Keep in mind that these are the diets of the specific people used in the study, not a typical diet of people from each location. Or maybe I’ve just totally missed out on the U.S. obsession with lima beans.

The primal diet also comes from a person in the U.S., a diet that heavily reflects our primal ancestors’ cow, pig, and chicken farming ways (“Old MacDonald had a cave, ee i ee i o. . . .”)

Neither the word clouds nor the pie charts show any actual data. For that, according to the figure caption, you have to look at Table S1. (This table is available for free on cell.com. Click to see the standard view, then click on the Supp. Info. tab.)

This table shows the characteristics of the human donors and their diets. For example, we (kind of) see why they chose to show a Bangladeshi baby in the graphical abstract. Although the initial experiment used adults, the subsequent experiments used a 2-year-old Bangladeshi donor (so not exactly a baby, but I think it’s safe to surmise that the authors’ clipart package was limited). All other donors were at least 21 years old. The authors explain using a child donor rather than an adult as a way “to avoid the potential confounding effects of chronic antecedent turmeric exposure on microbiota features,” although I’m not sure why they wouldn’t use children and adult donors for each location in the study to control for confounding factors related to age.

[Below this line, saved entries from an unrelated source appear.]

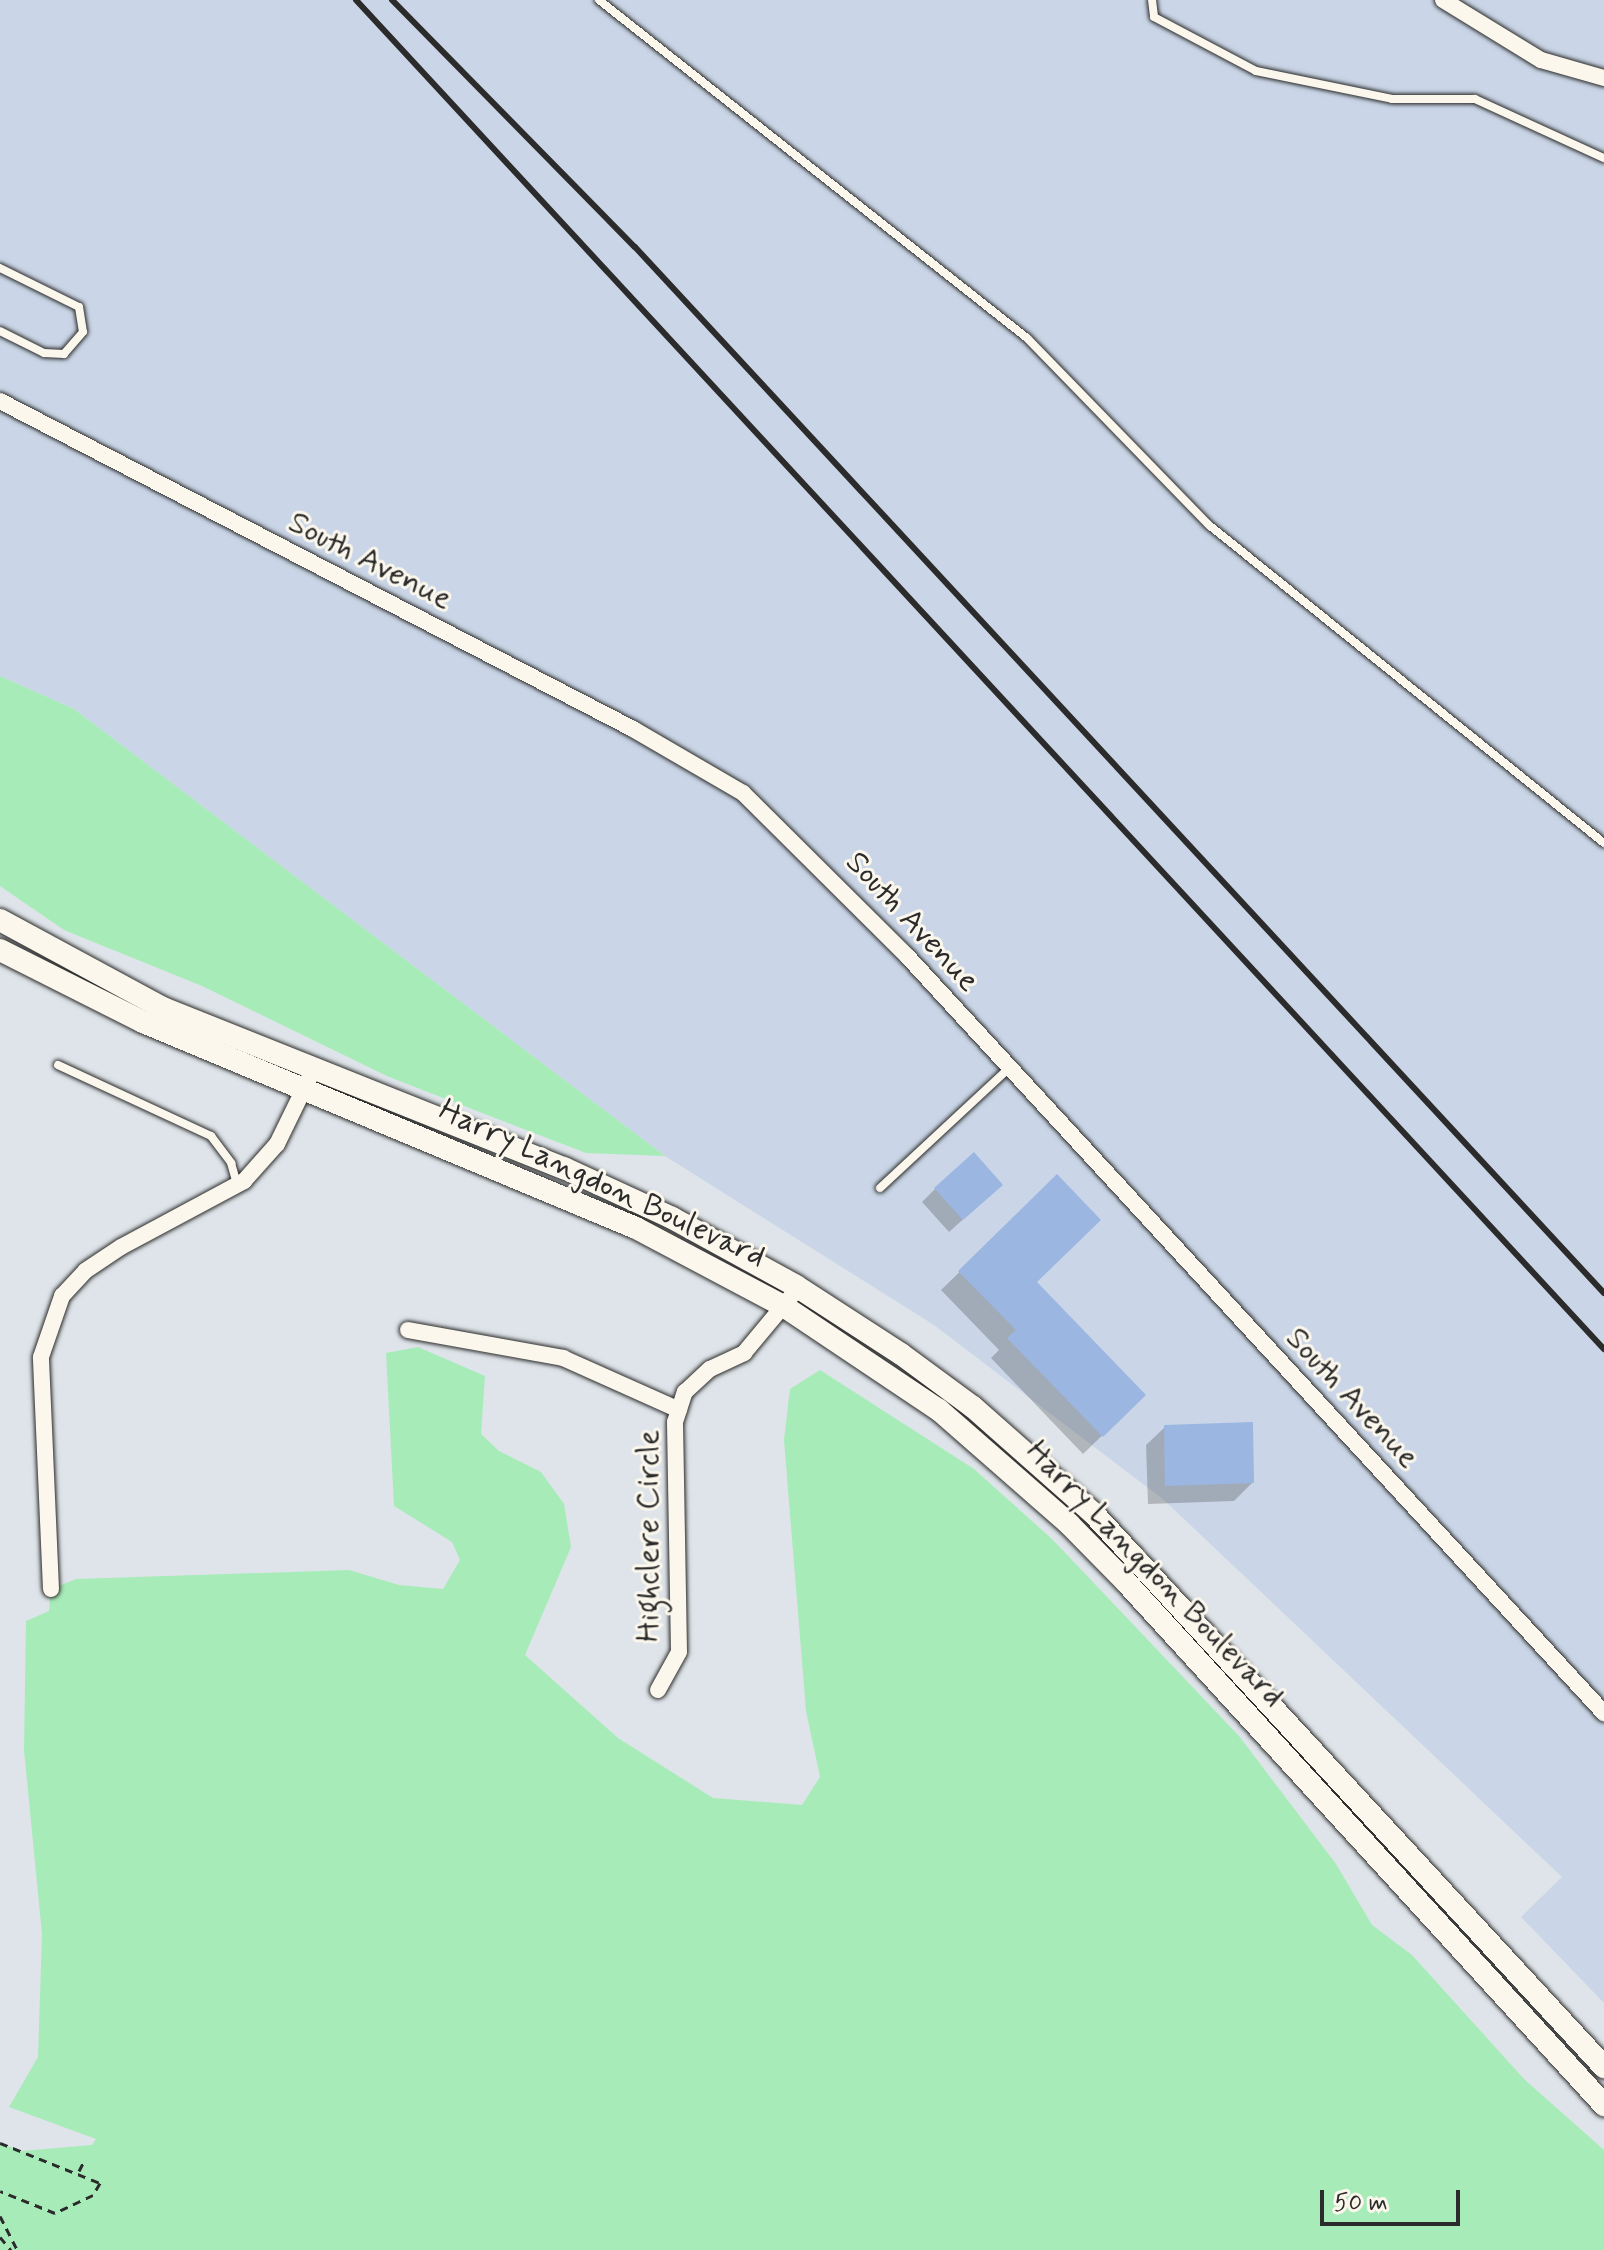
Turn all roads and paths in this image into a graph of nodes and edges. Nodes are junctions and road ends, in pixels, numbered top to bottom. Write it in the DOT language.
graph roads {
  1 [pos="599,0"];
  2 [pos="1152,0"];
  3 [pos="1443,0"];
  4 [pos="1604,78"];
  5 [pos="1604,158"];
  6 [pos="0,268"];
  7 [pos="0,331"];
  8 [pos="0,401"];
  9 [pos="1604,843"];
  10 [pos="0,920"];
  11 [pos="0,950"];
  12 [pos="58,1065"];
  13 [pos="314,1068"];
  14 [pos="1009,1068"];
  15 [pos="305,1090"];
  16 [pos="237,1185"];
  17 [pos="880,1188"];
  18 [pos="799,1287"];
  19 [pos="785,1307"];
  20 [pos="408,1330"];
  21 [pos="679,1410"];
  22 [pos="51,1589"];
  23 [pos="658,1690"];
  24 [pos="1604,1713"];
  25 [pos="1604,2067"];
  26 [pos="1604,2105"];
  27 [pos="0,2143"];
  28 [pos="83,2163"];
  29 [pos="79,2171"];
  30 [pos="0,2191"];
  31 [pos="0,2216"];
  32 [pos="0,2237"];
  33 [pos="11,2250"];
  34 [pos="17,2250"];
  1 -- 9 [label="lane"];
  2 -- 5 [label="lane"];
  3 -- 4 [label="street"];
  6 -- 7 [label="lane"];
  8 -- 14 [label="street, South Avenue"];
  10 -- 13 [label="main road, Harry Langdon Boulevard"];
  11 -- 15 [label="main road, Harry Langdon Boulevard"];
  12 -- 16 [label="lane"];
  13 -- 15 [label="street"];
  13 -- 18 [label="main road, Harry Langdon Boulevard"];
  14 -- 17 [label="lane"];
  14 -- 24 [label="street, South Avenue"];
  15 -- 16 [label="street"];
  15 -- 19 [label="main road, Harry Langdon Boulevard"];
  16 -- 22 [label="street"];
  18 -- 19 [label="street, Highclere Circle"];
  18 -- 25 [label="main road, Harry Langdon Boulevard"];
  19 -- 21 [label="street, Highclere Circle"];
  19 -- 26 [label="main road, Harry Langdon Boulevard"];
  20 -- 21 [label="street"];
  21 -- 23 [label="street, Highclere Circle"];
  27 -- 29 [label="path"];
  28 -- 29 [label="path"];
  29 -- 30 [label="path"];
  31 -- 34 [label="path"];
  32 -- 33 [label="path"];
}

But back to our bad chart: I was particularly interested in seeing the data behind the whole milk and lima beans, and sure enough, lima beans were the largest proportion of the unrestricted U.S. diet by weight. In the primal diet, however, carrots should have been the largest word, with the highest weight of 43.5g/100g, compared with whole milk at 14.5g/100g. Pork chops should also be larger than whole milk, weighing 18.1g/100g. This reveals a significant downside to not including the data in the charts. The numbers might have been a visual check, alerting the authors to a discrepancy. The other downside of not including any data, of course, is that the charts end up being rather useless.

The upshot is that not even peer-reviewed journal articles are immune to bad chart design. Word clouds are a particularly odd choice for an academic paper considering they were already falling out of favor for far less rigorous uses 10 years ago, when Jeffrey Zeldman referred to them as the “new mullet.” But I wouldn’t go so far as to say that I got no information from today’s bad chart. I now know exactly what to sprinkle on my lima beans.

H/T to Andrew Gelman at Statistical Modeling, Causal Inference, and Social Science

Melanie Mallon

Melanie is a freelance editor and writer living in a small town outside Minneapolis with her husband, two kids, dog, and two cats. When not making fun of bad charts or running the Uncensorship Project, she spends her time wrangling commas, making colon jokes, and putting out random dumpster fires. You can find her on Twitter as @MelMall, on Facebook, and on Instagram.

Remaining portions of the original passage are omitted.